Task goal:
Your answer should consist of the lines in the data below that contain "highway".

.....

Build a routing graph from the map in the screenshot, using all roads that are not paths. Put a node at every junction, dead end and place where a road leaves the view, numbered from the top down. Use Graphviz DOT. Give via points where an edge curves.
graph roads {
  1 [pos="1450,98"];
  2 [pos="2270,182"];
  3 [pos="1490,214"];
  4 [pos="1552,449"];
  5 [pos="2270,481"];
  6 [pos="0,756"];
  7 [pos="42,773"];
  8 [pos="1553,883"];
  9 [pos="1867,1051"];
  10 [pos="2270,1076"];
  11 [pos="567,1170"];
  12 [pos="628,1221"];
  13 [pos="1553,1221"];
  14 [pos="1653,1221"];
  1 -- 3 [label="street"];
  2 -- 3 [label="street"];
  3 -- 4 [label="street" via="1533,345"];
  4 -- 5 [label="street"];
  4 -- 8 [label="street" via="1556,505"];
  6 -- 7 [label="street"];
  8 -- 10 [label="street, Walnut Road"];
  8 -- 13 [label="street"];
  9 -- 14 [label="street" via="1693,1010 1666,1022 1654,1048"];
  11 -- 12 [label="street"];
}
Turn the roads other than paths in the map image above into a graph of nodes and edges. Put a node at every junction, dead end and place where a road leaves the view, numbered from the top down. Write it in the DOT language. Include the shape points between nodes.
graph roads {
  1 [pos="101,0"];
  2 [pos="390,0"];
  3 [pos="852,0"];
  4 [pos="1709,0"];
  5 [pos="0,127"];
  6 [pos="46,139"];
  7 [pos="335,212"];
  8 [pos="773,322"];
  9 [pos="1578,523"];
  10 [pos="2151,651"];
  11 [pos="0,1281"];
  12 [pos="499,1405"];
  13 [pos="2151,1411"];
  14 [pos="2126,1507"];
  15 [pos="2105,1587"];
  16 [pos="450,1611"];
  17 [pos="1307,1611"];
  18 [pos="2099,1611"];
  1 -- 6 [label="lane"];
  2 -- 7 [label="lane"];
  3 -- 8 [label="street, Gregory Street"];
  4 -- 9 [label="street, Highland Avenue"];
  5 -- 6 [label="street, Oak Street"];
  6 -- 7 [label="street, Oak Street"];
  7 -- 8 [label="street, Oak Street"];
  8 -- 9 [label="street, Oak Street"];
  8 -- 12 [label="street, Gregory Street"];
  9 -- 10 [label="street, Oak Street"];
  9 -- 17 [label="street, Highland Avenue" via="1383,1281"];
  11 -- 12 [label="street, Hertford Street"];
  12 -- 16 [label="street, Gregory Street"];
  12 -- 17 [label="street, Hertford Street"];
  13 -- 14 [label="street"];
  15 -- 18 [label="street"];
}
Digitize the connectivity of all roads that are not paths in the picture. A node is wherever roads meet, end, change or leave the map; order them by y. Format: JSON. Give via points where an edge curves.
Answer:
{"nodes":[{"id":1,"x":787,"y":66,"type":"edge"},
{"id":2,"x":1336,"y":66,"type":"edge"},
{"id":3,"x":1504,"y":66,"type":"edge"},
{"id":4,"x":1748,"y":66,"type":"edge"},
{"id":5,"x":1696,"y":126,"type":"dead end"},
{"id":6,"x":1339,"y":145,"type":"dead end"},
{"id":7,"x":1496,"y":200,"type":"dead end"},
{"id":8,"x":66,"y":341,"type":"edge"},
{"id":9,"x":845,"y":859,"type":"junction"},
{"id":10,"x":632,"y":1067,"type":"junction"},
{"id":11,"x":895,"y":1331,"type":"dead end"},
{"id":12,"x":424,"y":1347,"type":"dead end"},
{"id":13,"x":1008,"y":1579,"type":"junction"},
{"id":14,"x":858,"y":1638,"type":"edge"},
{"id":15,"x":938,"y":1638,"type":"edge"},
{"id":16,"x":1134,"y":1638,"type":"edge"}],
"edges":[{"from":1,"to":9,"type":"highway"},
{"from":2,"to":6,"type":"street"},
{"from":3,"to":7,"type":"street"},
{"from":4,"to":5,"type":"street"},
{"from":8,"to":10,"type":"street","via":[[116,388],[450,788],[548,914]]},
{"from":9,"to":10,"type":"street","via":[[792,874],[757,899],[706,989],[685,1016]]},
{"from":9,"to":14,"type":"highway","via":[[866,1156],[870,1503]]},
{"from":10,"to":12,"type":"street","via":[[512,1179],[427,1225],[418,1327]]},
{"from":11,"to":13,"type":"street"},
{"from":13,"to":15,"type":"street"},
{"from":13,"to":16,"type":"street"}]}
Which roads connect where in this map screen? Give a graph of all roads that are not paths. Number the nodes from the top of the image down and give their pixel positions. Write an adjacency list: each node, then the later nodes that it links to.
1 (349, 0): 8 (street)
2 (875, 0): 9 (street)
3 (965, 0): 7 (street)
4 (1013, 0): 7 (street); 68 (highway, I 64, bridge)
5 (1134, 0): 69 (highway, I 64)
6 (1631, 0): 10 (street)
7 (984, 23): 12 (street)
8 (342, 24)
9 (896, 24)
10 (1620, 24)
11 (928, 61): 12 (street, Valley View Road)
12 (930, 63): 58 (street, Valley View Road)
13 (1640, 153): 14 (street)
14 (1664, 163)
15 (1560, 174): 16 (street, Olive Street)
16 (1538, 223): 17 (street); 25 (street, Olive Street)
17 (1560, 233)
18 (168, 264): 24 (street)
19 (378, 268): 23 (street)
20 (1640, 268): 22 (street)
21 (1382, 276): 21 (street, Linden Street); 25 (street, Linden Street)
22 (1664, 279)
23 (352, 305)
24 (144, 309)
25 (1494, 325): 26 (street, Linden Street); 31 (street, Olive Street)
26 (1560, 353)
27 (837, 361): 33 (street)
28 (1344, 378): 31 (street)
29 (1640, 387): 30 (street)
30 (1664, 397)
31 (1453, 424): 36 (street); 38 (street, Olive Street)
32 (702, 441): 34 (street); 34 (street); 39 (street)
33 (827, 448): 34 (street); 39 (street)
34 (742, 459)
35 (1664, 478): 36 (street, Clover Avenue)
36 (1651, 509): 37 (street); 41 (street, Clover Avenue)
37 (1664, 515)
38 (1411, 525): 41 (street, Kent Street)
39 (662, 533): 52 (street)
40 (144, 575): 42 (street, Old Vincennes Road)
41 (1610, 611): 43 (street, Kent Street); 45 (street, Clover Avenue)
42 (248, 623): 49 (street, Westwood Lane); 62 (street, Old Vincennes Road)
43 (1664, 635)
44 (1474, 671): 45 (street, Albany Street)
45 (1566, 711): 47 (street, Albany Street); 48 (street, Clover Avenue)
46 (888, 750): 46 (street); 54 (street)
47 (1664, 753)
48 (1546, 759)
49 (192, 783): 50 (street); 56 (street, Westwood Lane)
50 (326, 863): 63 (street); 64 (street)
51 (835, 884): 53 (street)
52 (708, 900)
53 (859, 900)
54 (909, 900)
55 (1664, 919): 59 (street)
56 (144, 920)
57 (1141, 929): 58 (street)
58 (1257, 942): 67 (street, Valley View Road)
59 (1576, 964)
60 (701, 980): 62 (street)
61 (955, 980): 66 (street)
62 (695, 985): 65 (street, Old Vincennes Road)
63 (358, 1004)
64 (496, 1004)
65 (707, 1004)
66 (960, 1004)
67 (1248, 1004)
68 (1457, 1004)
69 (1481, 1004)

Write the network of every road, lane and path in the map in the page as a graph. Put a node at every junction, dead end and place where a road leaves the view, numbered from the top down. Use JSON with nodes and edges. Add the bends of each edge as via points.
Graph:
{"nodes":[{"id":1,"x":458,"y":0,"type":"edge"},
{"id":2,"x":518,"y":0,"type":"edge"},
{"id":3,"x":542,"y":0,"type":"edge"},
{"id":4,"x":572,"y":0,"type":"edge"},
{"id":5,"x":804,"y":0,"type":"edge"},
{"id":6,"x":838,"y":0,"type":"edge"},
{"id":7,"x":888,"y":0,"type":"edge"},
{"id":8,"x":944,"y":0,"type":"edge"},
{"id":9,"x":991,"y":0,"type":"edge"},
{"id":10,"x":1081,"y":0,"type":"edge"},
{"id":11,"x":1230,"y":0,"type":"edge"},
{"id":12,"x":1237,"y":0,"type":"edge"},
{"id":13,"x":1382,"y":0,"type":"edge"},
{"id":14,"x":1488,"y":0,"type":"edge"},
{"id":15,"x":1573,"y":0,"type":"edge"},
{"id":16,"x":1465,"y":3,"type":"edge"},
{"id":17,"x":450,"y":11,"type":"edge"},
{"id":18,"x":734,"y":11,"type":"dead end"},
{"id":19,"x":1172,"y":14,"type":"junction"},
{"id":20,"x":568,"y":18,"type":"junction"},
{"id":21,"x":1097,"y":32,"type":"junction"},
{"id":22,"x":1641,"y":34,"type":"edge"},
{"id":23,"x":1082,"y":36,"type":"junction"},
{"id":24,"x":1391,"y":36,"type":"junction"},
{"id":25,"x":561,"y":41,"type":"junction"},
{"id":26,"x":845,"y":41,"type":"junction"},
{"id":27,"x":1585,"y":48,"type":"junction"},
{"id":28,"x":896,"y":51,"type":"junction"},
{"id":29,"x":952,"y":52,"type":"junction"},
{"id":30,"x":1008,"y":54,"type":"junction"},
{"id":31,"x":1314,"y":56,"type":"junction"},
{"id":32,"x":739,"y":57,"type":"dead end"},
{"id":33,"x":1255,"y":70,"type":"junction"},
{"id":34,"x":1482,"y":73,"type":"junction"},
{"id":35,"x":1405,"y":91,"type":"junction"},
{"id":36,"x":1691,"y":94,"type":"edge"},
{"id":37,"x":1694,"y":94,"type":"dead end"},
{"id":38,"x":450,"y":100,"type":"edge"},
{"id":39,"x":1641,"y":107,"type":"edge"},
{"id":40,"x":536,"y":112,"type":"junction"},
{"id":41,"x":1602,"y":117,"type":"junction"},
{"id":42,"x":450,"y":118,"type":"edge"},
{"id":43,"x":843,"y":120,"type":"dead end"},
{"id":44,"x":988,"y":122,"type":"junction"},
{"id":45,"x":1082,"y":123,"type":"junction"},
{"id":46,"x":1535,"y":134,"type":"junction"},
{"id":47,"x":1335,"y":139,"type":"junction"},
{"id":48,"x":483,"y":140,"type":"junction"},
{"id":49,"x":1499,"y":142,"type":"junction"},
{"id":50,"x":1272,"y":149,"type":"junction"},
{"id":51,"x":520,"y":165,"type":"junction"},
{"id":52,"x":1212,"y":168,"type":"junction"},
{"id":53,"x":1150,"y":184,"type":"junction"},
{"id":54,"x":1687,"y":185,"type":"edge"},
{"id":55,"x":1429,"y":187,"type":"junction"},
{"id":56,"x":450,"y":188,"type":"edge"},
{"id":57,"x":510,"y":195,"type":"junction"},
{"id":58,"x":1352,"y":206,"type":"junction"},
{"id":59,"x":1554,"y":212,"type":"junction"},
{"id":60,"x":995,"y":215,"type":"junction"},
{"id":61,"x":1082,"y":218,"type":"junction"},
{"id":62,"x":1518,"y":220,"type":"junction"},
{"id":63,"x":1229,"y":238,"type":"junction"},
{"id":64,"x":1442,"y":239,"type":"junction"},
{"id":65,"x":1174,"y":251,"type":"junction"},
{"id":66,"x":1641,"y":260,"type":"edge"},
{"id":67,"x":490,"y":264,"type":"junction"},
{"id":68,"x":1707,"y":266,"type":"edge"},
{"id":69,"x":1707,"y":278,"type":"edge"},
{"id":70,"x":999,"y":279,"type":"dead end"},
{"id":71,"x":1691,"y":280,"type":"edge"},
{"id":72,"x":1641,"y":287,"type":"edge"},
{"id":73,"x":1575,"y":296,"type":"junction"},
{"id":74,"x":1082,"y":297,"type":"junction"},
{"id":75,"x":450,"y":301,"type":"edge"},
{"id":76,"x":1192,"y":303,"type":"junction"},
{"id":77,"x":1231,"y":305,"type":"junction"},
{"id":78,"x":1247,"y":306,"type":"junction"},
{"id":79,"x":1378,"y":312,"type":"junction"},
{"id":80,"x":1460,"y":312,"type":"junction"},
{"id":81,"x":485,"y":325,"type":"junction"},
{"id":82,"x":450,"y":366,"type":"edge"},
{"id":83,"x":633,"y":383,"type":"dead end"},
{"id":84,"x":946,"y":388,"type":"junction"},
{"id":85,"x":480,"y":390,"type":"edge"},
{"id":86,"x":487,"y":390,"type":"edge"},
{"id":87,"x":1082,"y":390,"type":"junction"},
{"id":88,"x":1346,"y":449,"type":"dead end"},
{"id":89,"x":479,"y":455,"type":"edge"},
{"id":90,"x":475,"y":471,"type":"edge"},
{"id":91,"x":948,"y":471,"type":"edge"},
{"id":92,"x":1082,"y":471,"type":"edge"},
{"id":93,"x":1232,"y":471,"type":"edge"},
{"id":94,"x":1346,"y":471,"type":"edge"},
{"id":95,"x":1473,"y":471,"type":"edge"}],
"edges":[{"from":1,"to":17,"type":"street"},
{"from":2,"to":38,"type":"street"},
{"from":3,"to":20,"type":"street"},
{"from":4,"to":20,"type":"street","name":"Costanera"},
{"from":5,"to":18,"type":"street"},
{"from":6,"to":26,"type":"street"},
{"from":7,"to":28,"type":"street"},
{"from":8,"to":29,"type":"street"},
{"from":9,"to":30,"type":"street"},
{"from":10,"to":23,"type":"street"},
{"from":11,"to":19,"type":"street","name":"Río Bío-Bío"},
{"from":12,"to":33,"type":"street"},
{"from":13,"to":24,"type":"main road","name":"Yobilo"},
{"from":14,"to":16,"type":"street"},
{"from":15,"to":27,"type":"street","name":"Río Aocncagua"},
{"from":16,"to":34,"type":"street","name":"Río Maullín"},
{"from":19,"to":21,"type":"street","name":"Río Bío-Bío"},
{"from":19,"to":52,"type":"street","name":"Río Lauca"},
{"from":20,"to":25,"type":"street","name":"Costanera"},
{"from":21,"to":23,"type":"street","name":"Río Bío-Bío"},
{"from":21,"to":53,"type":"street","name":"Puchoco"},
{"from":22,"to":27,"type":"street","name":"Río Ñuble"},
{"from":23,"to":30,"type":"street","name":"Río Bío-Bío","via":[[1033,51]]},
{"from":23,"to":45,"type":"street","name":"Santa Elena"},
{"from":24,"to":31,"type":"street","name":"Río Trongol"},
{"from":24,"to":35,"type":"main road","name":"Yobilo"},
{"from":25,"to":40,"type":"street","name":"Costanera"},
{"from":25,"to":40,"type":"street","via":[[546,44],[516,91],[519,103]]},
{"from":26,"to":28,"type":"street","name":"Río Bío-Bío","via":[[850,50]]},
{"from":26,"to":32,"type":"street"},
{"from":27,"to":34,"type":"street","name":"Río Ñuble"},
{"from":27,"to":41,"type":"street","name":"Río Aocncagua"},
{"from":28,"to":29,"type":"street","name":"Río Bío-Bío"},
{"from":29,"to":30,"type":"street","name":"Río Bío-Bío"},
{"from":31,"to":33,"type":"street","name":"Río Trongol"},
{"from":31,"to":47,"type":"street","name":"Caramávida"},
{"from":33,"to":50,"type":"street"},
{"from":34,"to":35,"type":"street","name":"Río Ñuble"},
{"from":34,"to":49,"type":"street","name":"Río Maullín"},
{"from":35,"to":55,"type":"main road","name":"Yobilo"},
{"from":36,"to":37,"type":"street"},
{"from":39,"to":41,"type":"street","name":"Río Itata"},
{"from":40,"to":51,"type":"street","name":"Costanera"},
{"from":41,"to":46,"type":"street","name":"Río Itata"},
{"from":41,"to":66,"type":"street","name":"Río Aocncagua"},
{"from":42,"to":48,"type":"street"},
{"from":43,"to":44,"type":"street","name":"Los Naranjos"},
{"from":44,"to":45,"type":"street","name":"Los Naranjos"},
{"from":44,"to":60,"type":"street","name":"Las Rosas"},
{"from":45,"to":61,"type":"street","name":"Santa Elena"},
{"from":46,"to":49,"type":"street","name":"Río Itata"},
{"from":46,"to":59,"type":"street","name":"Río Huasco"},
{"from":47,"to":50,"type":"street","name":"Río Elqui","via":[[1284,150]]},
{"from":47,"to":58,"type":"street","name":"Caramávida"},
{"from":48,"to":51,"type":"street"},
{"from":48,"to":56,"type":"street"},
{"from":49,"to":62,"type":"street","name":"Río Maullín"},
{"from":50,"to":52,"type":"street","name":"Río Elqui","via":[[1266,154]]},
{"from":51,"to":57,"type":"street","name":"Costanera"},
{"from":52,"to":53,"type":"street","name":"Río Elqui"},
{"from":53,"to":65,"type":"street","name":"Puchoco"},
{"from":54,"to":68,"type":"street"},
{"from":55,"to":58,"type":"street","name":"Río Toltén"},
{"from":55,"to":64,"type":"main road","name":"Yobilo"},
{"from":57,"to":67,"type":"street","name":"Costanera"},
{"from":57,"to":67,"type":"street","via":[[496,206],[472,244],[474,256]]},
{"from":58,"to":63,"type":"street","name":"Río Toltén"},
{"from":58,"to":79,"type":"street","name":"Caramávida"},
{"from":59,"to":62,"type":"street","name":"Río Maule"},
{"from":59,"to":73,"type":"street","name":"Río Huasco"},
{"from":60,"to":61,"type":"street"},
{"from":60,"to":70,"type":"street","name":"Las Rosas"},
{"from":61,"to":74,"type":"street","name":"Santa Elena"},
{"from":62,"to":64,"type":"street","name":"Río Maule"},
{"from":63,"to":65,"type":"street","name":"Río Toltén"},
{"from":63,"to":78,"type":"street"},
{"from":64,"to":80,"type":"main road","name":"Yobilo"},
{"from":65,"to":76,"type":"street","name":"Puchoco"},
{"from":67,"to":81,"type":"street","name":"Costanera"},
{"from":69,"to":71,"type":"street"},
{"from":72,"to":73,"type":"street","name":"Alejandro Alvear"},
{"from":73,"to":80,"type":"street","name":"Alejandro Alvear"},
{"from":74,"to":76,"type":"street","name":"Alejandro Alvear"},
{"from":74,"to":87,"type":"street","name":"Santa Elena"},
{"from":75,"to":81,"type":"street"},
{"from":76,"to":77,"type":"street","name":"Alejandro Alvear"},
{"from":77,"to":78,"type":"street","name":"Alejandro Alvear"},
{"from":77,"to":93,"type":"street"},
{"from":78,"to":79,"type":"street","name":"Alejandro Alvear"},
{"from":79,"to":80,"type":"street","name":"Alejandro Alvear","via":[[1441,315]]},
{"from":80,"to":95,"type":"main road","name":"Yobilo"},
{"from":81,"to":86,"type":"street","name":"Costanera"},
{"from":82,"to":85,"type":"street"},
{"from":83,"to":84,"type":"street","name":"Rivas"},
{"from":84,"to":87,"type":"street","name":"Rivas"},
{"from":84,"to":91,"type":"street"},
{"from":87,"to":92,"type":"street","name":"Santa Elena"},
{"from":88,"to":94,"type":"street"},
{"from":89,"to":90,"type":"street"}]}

.....

Solution for this task:
"edges":[{"from":1,"to":9,"type":"highway"},
{"from":9,"to":14,"type":"highway","via":[[866,1156],[870,1503]]},
4 (1013, 0): 7 (street); 68 (highway, I 64, bridge)
5 (1134, 0): 69 (highway, I 64)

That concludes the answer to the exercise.